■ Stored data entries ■

--------------------

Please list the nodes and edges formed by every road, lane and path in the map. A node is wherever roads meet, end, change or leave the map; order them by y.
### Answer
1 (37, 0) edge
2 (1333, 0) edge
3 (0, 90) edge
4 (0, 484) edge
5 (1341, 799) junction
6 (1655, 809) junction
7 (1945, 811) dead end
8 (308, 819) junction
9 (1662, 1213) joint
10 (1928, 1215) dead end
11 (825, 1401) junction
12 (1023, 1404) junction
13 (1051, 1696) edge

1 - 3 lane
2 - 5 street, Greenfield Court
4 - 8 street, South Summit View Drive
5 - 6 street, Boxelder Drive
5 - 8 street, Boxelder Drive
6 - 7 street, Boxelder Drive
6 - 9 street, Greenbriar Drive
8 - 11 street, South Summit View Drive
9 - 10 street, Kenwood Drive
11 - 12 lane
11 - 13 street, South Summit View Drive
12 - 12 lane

--------------------

■ Problem to solve ■
All of the entries above must be quoted exactly.

■ Exercise response ■
Please list the nodes and edges formed by every road, lane and path in the map. A node is wherever roads meet, end, change or leave the map; order them by y.
### Answer
1 (37, 0) edge
2 (1333, 0) edge
3 (0, 90) edge
4 (0, 484) edge
5 (1341, 799) junction
6 (1655, 809) junction
7 (1945, 811) dead end
8 (308, 819) junction
9 (1662, 1213) joint
10 (1928, 1215) dead end
11 (825, 1401) junction
12 (1023, 1404) junction
13 (1051, 1696) edge

1 - 3 lane
2 - 5 street, Greenfield Court
4 - 8 street, South Summit View Drive
5 - 6 street, Boxelder Drive
5 - 8 street, Boxelder Drive
6 - 7 street, Boxelder Drive
6 - 9 street, Greenbriar Drive
8 - 11 street, South Summit View Drive
9 - 10 street, Kenwood Drive
11 - 12 lane
11 - 13 street, South Summit View Drive
12 - 12 lane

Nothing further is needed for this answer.